BEGIN THE RECORDS

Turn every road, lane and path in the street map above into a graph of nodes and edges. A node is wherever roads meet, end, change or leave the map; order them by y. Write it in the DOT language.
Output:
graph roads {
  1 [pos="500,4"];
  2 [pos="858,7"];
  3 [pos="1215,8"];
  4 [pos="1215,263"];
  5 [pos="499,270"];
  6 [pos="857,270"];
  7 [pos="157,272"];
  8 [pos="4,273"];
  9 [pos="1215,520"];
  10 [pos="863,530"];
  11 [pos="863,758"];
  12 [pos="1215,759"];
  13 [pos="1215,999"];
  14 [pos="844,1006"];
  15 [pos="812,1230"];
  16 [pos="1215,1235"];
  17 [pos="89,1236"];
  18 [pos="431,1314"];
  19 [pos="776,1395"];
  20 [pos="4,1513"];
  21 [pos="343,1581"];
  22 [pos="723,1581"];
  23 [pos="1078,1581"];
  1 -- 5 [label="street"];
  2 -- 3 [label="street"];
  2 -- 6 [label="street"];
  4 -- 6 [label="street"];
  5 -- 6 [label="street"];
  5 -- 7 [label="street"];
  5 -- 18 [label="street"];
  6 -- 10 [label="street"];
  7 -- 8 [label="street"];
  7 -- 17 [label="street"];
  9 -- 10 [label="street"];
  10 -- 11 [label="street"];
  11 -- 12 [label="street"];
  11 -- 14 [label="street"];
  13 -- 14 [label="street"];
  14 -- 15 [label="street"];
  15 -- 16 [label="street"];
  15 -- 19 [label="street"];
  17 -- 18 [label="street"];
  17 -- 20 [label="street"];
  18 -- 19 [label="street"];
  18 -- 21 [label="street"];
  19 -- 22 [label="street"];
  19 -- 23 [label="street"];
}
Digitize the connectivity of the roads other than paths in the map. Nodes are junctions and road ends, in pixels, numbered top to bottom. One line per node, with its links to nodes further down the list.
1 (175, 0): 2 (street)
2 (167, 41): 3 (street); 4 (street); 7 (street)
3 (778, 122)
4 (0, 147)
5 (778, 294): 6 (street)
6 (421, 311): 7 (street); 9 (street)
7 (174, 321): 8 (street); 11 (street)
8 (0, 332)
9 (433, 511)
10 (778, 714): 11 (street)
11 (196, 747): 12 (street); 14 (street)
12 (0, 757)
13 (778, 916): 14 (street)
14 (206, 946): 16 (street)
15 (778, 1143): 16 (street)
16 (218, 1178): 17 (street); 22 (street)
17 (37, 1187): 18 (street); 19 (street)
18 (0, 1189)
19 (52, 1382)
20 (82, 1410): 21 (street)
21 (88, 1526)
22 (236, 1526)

END THE RECORDS

Set down every entry once more, exactly as it was written above.

__EXERCISE RESPONSE__:
Turn every road, lane and path in the street map above into a graph of nodes and edges. A node is wherever roads meet, end, change or leave the map; order them by y. Write it in the DOT language.
Output:
graph roads {
  1 [pos="500,4"];
  2 [pos="858,7"];
  3 [pos="1215,8"];
  4 [pos="1215,263"];
  5 [pos="499,270"];
  6 [pos="857,270"];
  7 [pos="157,272"];
  8 [pos="4,273"];
  9 [pos="1215,520"];
  10 [pos="863,530"];
  11 [pos="863,758"];
  12 [pos="1215,759"];
  13 [pos="1215,999"];
  14 [pos="844,1006"];
  15 [pos="812,1230"];
  16 [pos="1215,1235"];
  17 [pos="89,1236"];
  18 [pos="431,1314"];
  19 [pos="776,1395"];
  20 [pos="4,1513"];
  21 [pos="343,1581"];
  22 [pos="723,1581"];
  23 [pos="1078,1581"];
  1 -- 5 [label="street"];
  2 -- 3 [label="street"];
  2 -- 6 [label="street"];
  4 -- 6 [label="street"];
  5 -- 6 [label="street"];
  5 -- 7 [label="street"];
  5 -- 18 [label="street"];
  6 -- 10 [label="street"];
  7 -- 8 [label="street"];
  7 -- 17 [label="street"];
  9 -- 10 [label="street"];
  10 -- 11 [label="street"];
  11 -- 12 [label="street"];
  11 -- 14 [label="street"];
  13 -- 14 [label="street"];
  14 -- 15 [label="street"];
  15 -- 16 [label="street"];
  15 -- 19 [label="street"];
  17 -- 18 [label="street"];
  17 -- 20 [label="street"];
  18 -- 19 [label="street"];
  18 -- 21 [label="street"];
  19 -- 22 [label="street"];
  19 -- 23 [label="street"];
}
Digitize the connectivity of the roads other than paths in the map. Nodes are junctions and road ends, in pixels, numbered top to bottom. One line per node, with its links to nodes further down the list.
1 (175, 0): 2 (street)
2 (167, 41): 3 (street); 4 (street); 7 (street)
3 (778, 122)
4 (0, 147)
5 (778, 294): 6 (street)
6 (421, 311): 7 (street); 9 (street)
7 (174, 321): 8 (street); 11 (street)
8 (0, 332)
9 (433, 511)
10 (778, 714): 11 (street)
11 (196, 747): 12 (street); 14 (street)
12 (0, 757)
13 (778, 916): 14 (street)
14 (206, 946): 16 (street)
15 (778, 1143): 16 (street)
16 (218, 1178): 17 (street); 22 (street)
17 (37, 1187): 18 (street); 19 (street)
18 (0, 1189)
19 (52, 1382)
20 (82, 1410): 21 (street)
21 (88, 1526)
22 (236, 1526)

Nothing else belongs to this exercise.